Integrating convolutional neural networks into enterprise applications

Building a production-grade real-time image classification system.

By Josh Patterson and Kirit Basu
September 7, 2017
Building out a production-grade real-time image classification system Building out a production-grade real-time image classification system (source: Josh Patterson and Kirit Basu, used with permission)

Integrating neural networks and convolutional neural networks into a production-ready enterprise application can be a challenge in itself, separate from the modelling task.

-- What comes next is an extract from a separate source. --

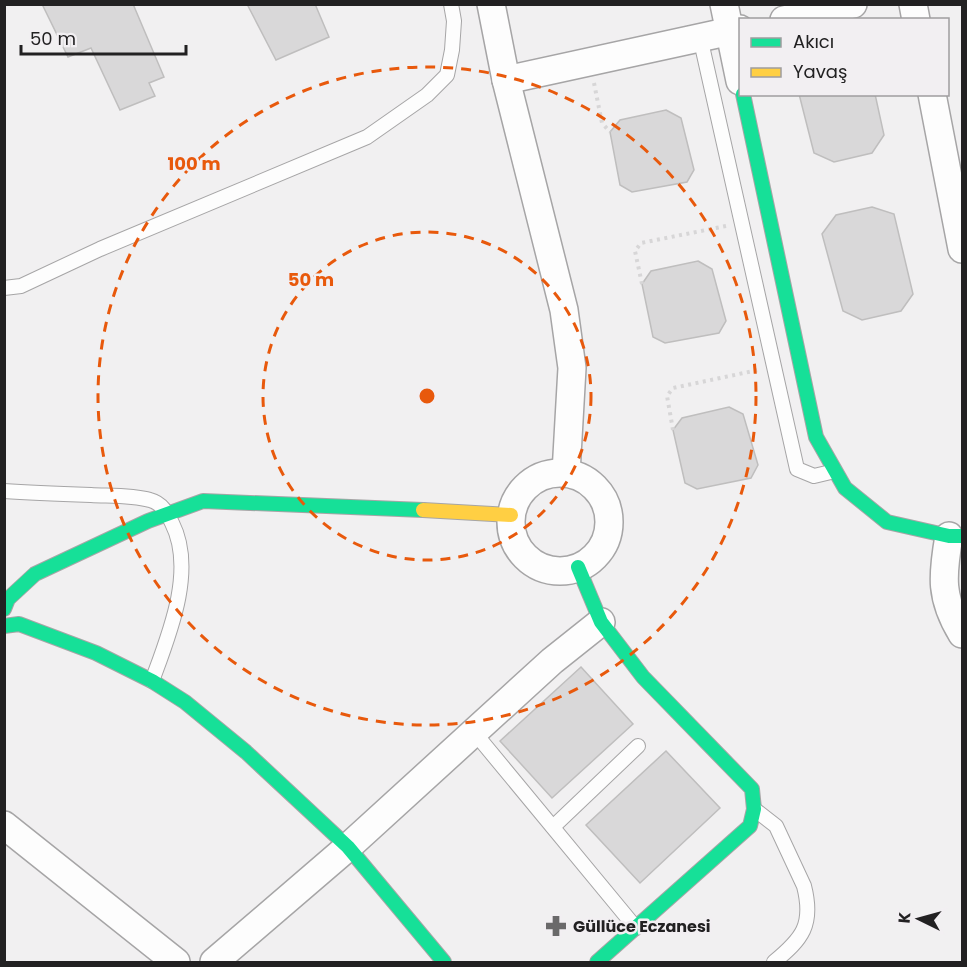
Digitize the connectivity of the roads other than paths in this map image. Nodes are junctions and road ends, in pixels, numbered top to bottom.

In addition to the infrastructure aspects mentioned in our higher-level post “Solving real-world business problems with computer vision,” we need to consider a number of tasks:

  • What kind of convolutional architecture do we want to use for this computer vision problem?
  • Where will we train the model?
  • What data does the model need and what type of security constraints do we have on the training data?
  • Where does the model live once it’s trained so the applications can query the model for predictions?
  • How do we account for new versions of the model over time and ensure we have the right model providing predictions to the application?
  • How do we account for the above items when we have 20 different machine learning models serving multiple applications?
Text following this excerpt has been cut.